You spend your entire life trying to protect your child from the world and protect the world from your child.
But one day you won’t be there.
And your child’s brain will betray their body.
And if you are lucky, your child will just be tasered dozens of times.
And if you are unlucky, your child will lie in a pool of their own blood, simply because they suffer from a disease that can lead to uncontrollable behavior and inability to think logically.
How dare I ask if those sworn to protect and serve are cowards! They put their lives on the line every day!
Yes, they do. And many of them die for it.
Which perhaps makes the others a little too quick to pull the trigger on a “threat.” After all, these officers have wives, husbands, and children as well. They want to go home to them. Why take an unnecessary risk when a second of delay might be difference between the suspect going down and “officer down?”
No, they aren’t cowards. They are afraid. Maybe not even afraid for themselves. Maybe they are afraid of leaving their wives, husbands, and children with a neatly folded American flag.
But unfortunately that fear can also leave wives, husbands, children, and parents without a loved one. And just like that American flag is no consolation for your family’s loss of you, Officer, there will be consolation for our loss if you put a hail of bullets in our children.

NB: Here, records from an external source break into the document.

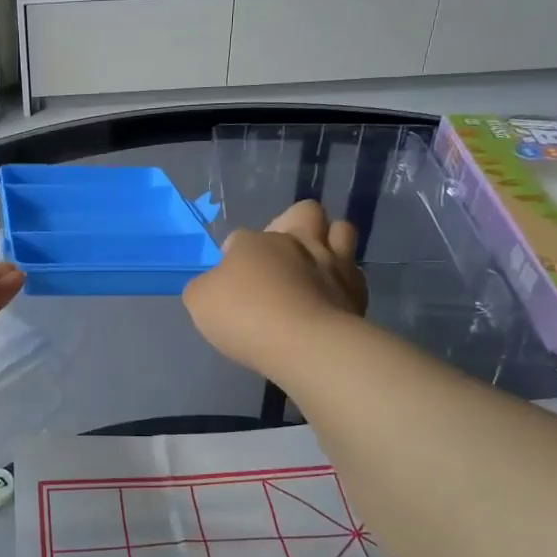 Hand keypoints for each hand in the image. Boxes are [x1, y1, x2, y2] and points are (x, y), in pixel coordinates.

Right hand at [182, 201, 366, 377]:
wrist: (305, 344)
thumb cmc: (245, 317)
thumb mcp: (200, 302)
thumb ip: (205, 287)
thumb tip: (216, 285)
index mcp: (255, 242)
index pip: (239, 237)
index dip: (233, 254)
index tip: (230, 280)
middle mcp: (297, 242)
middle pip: (304, 212)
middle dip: (294, 223)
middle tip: (280, 255)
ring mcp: (333, 263)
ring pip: (341, 230)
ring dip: (330, 240)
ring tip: (316, 265)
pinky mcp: (357, 291)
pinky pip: (354, 273)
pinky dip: (343, 280)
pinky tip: (331, 297)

Jani doesn’t fear the police. That’s good. I don’t want her to fear the police. I want her and Bodhi and every other mentally ill child to see the police for who they are: protectors of the innocent.
The mentally ill are innocent.
CIT training is a start, but it is not enough. As officers, you were not supposed to be mental health practitioners, but you’re going to have to be. Just like we parents. We will have to work together.
One thing that we can do together is destroy the obstacles like HiPPA that prevent you from calling us when you come across our children. I know there are other calls out there. I know dispatch wants this resolved. But isn’t cordoning off the area, holding back, and waiting for us parents to come better than shooting? I know you would want that if it were your child. Ask Ron Thomas. He was one of you. And now he is one of us.
The Jani Foundation plans to go a step beyond CIT training. We want to bring you to meet our children and bring our children to meet you. They need to learn, have it drilled into their heads, what they need to when confronted by your kind. And you need to learn how they see the world.
They may not see your gun.
But if we work together, maybe they can see you.